Ils s'étaient isolés tous les trois, en tête de file du cortège, afin de discuter des affaires courantes. Le sable chaud du désert Délassant ralentissait drôlement la traversée, mais les habitants de l'Empire avait fini par se faire au climat aride qu'il imposait sur leur contrée. Alors qu'il allait répondre, un Dunaja se faufila entre les pieds de Khae, qui le chassa d'un geste de la main. Il n'avait jamais eu peur de ces pokémon des sables, même s'il devait reconnaître que leur forme évoluée pouvait se montrer bien plus imposante et difficile à mettre en déroute.

« J'en ai bien conscience, Matdat. Mais je dois m'assurer de son allégeance le plus longtemps possible. Si jamais je venais à nommer un nouveau Nomarque maintenant, le peuple du Onzième Nome se soulèverait certainement. Et au vu de l'état de l'armée royale après la défaite de père au Neuvième Nome, je ne peux me permettre de faire subir une nouvelle guerre civile à l'Empire. »

Souvent, Khae lui-même se surprenait à adopter un discours aussi politiquement correct et cette vision d'ensemble d'une situation. Il fallait dire que son père avait été un parfait instructeur dans la défense des intérêts et du bien-être de l'Empire. Pour l'instant, le jeune souverain se contentait de l'imiter, un peu pâlement, pour ne pas trahir sa mémoire et son héritage en attendant son possible retour.

« Assurez-vous cependant que je ne manquerai pas de pointer du doigt à ce Baal ses récents manquements à son devoir de Nomarque. »

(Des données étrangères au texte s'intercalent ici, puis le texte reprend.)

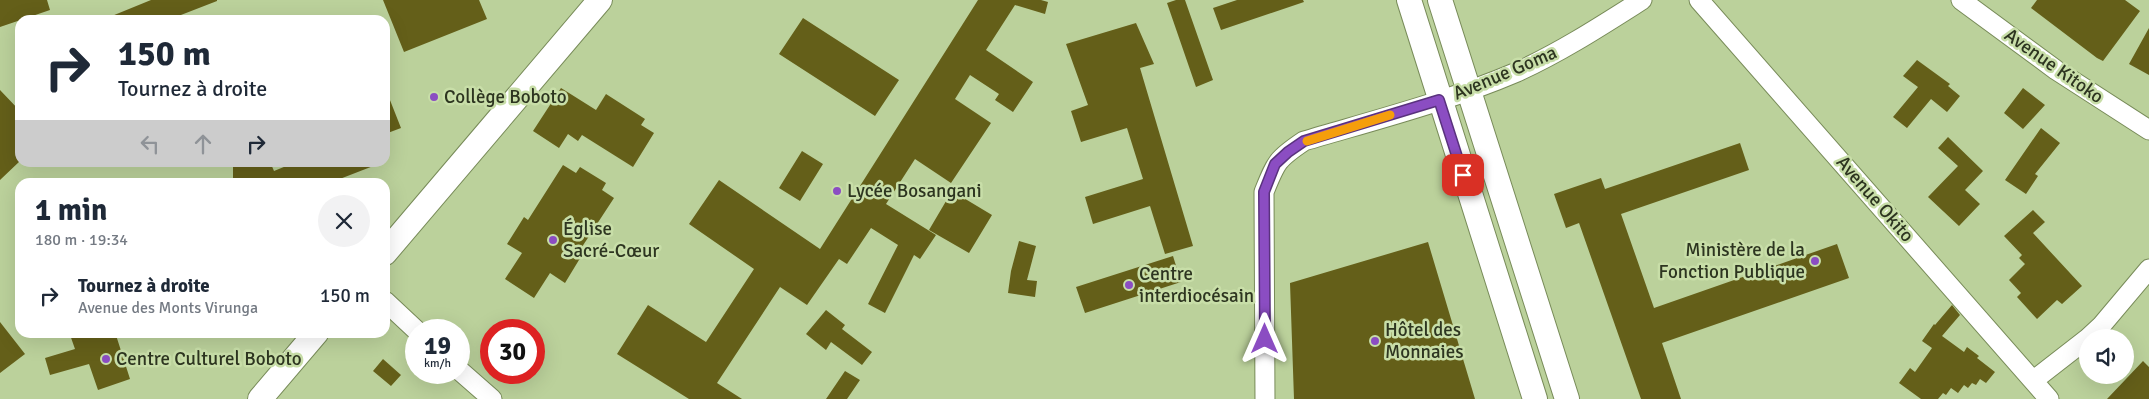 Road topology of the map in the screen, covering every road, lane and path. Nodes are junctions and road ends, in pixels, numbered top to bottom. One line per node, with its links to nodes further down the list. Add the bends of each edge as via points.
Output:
1 (600, 0): 10 (street)
2 (1408, 0): 8 (street)
3 (1440, 0): 7 (street)
4 (1642, 0): 7 (street, Avenue Goma, via 1561,50)
5 (1699, 0): 18 (street, Avenue Okito)
6 (1961, 0): 9 (street, Avenue Kitoko, via 2056,70)
7 (1468, 91): 8 (street, Avenue Goma); 23 (street)
8 (1439, 100): 21 (street, Avenue Goma, via 1304,141 1275,164 1264,192); 22 (street)
9 (2149, 130)
10 (390, 247)
11 (2149, 270): 14 (street)
12 (390, 306): 13 (street)
13 (405, 320)
14 (2098, 329)
15 (312, 338): 19 (street)
16 (2079, 345): 18 (street)
17 (470, 380): 20 (street)
18 (2034, 380): 24 (street, Avenue Okito)
19 (260, 399)
20 (492, 399)
21 (1265, 399)
22 (1534, 399)
23 (1567, 399)
24 (2049, 399)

La discussion continua jusqu'à tard le soir, lorsque les lumières de la ville d'Agara se dessinèrent au milieu des dunes. Une grande métropole, sans ajout superflu et aux maisons en terre cuite. Un immense palais trônait au centre de la ville, fait d'or et de métaux précieux. Le Nomarque aimait l'opulence et ne se cachait pas de le montrer aux habitants de la capitale de son Nome. Khae n'approuvait absolument pas cette manière de faire, même s'il était légèrement hypocrite, puisque lui-même habitait le plus grand palais de tout l'Empire. Malgré tout, le fait que Baal ne se cache absolument pas de dépenser l'argent des habitants de sa ville pour son propre bien-être avait tendance à agacer sévèrement le jeune homme.

D'ailleurs, le fameux Baal attendait, escorté par une dizaine d'hommes armés, la diligence du nouveau Pharaon. Le Nomarque était petit, bien plus petit que la majorité des hommes de l'Empire. Ses cheveux coupés courts et grisonnants descendaient jusqu'à ses épaules. Un ventre bedonnant se détachait sous sa veste de lin blanc, elle-même ornée de dizaine de pierres précieuses. Une vilaine balafre mal cicatrisée lui fendait le visage de l'œil gauche jusqu'à la commissure de ses lèvres, lui donnant un air encore plus rustre que ce qu'il ne pouvait être. Sur sa bouche, il arborait un constant sourire narquois, signe de sa perfidie et de ses manipulations sordides. La visite de Khae n'avait pas été annoncée officiellement – le jeune homme espérait ainsi surprendre le souverain peu scrupuleux en pleine affaire illégale et ainsi avoir un motif pour le défaire de ses fonctions – mais, comme à son habitude, Baal avait été informé de l'arrivée du roi sur ses terres. Une véritable Fouinette, avec des oreilles que l'on disait s'étendre jusque dans les recoins des réunions les plus privées du Pharaon.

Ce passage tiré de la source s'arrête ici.